Gov. Jay Inslee visited Lewis County on Thursday to get a sense of local flood prevention measures currently taking place to reduce the impacts of flooding in the Chehalis River Basin. 

His visit preceded the release of the state Department of Ecology’s final programmatic Environmental Impact Statement on a number of alternatives for reducing flood damage and restoring aquatic habitat.

“My two messages are this is a remarkable accomplishment that has been achieved already and it’s resulted in an unprecedented level of state support,” Inslee told a group gathered at the Adna Grange. “… It’s not a small effort, and it’s happened because of the recognition of that level of cooperation, but I just want everybody to know that whatever we’ve been able to do, we have two or three times as much more work we have to do individually to reach a joint successful effort to deal with both flood and aquatic species.”

The work to address flooding and aquatic species in the Chehalis Basin is something Gov. Inslee said he would continue to support. 

“I think the urgency of our mutual work will become more urgent in decades to come because we are experiencing more extreme precipitation events,” he said. “The science is pretty clear that we will have an increase in the rate of extreme precipitation events in Western Washington, and so the work that we know is vital 20 years ago is going to be more vital 50 years from now, and that’s why I appreciate everyone’s work here.” 

His visit took place at the same time as President Donald Trump announced the nation’s withdrawal from the Paris Climate Accord, cutting the governor’s tour short as he left to engage in discussions with other leaders on the move.

“There’s a certain irony to our discussion here because the president just announced that our nation is not going to move forward with dealing with climate change which is causing more precipitation events,” Inslee said. 

After cutting one stop from his tour, Inslee spoke at the Center of Excellence for Clean Energy’s annual Energy and Construction Best Practices Summit at Centralia College.

There, he again touched on the impacts of withdrawing from the Paris agreement, but said the work currently being done will allow future generations in Washington to combat climate change in a different manner. 

“If we give our people training, if we give them apprenticeships, if we give them an entrepreneurial opportunity, they are going to build a whole new clean energy economy in the United States and that starts right here where we have colleges training people in a variety of clean energy mechanisms,” Inslee said.

He spoke about a public-private partnership launched Friday that aims to have 100,000 high school students in the next five years be career ready after completing apprenticeships. 

 

The governor’s day started in Centralia where Inslee received a tour of flood-prone areas, with a focus on the city’s efforts to help address the issues.

Emil Pierson, community development director of Centralia, provided a tour of areas in Centralia impacted by flooding throughout the years, many of which land in low income areas. He informed the governor of the city’s work to help address flooding by elevating buildings, and providing technical and financial assistance for flood-proofing projects. 

Pierson said the city needs support from the state on its property protection program.

Gov. Inslee then had lunch at the Adna Grange with individuals who have worked on the flooding issues throughout the basin. There, attendees received a recap of the work currently happening as well as on the Programmatic EIS.

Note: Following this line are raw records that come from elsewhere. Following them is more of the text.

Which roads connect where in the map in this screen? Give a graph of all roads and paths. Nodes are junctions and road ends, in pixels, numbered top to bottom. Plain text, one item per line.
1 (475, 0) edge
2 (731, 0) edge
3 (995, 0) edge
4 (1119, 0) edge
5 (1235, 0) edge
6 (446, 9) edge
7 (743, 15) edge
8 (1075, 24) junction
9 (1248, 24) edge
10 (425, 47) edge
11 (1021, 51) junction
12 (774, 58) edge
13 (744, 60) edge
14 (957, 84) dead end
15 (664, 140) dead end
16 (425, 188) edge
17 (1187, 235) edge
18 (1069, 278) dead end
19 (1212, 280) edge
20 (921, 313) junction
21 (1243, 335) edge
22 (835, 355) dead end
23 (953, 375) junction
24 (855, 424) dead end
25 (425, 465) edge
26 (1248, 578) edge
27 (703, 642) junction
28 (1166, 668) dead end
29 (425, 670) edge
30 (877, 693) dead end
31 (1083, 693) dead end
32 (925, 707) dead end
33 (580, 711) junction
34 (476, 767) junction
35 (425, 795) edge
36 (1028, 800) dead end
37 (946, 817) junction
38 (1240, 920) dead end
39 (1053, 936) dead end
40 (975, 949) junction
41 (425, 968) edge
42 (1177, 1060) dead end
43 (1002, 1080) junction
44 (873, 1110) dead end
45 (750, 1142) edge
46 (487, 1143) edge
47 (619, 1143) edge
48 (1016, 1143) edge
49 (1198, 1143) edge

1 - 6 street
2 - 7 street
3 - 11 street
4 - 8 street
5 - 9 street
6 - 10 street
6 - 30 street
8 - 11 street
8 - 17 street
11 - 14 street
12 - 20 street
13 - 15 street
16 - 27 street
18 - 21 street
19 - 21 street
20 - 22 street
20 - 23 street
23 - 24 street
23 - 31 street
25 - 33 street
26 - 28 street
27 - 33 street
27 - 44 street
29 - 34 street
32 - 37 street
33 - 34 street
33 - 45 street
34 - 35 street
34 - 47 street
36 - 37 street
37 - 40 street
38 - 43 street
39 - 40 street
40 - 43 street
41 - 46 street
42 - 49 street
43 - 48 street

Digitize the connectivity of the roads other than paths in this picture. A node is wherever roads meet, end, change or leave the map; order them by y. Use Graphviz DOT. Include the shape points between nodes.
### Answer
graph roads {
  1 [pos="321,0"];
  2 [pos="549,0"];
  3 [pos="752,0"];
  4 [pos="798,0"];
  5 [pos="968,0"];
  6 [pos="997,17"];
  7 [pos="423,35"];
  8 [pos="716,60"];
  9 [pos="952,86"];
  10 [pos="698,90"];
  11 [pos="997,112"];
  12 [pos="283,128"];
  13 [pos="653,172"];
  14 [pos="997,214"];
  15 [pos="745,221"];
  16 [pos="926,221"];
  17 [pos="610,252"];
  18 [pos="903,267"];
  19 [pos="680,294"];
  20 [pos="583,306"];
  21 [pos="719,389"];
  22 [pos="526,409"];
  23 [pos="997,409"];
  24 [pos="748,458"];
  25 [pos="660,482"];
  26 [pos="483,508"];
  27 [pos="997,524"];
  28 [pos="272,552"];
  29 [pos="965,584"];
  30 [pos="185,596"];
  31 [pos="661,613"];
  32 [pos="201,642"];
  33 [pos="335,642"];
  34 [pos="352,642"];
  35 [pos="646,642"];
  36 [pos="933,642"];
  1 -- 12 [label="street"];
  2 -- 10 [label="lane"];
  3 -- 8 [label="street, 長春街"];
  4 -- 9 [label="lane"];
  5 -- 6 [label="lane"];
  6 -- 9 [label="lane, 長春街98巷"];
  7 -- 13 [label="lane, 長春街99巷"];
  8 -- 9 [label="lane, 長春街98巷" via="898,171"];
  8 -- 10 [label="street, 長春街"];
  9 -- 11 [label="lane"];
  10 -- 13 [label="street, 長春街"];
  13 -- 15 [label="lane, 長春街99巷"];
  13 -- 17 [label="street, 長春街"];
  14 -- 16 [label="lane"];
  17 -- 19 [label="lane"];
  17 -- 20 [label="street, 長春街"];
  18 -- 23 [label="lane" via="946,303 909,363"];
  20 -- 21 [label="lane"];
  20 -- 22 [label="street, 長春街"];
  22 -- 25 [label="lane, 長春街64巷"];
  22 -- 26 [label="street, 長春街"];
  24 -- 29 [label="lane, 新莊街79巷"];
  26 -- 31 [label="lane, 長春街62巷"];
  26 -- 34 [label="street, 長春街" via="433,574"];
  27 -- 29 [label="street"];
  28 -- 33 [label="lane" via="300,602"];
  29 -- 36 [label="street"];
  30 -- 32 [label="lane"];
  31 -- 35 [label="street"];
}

He then toured a dairy farm on Bunker Creek Road that utilizes critter pads to help protect livestock during flooding events. In the 2007 flood, John Brunoff lost 258 of his 272 cows. The critter pad will help ensure that will not happen again when another flood occurs. 

Inslee said he would prefer to prevent the flood in the first place instead of losing another 1,700 head of livestock countywide like in the 2007 flood.

“We’d prefer not to have to depend on pads because the people with residential homes, they don’t have pads, so we have to solve this problem,” he said. “And the state is going to move forward in multiple ways.”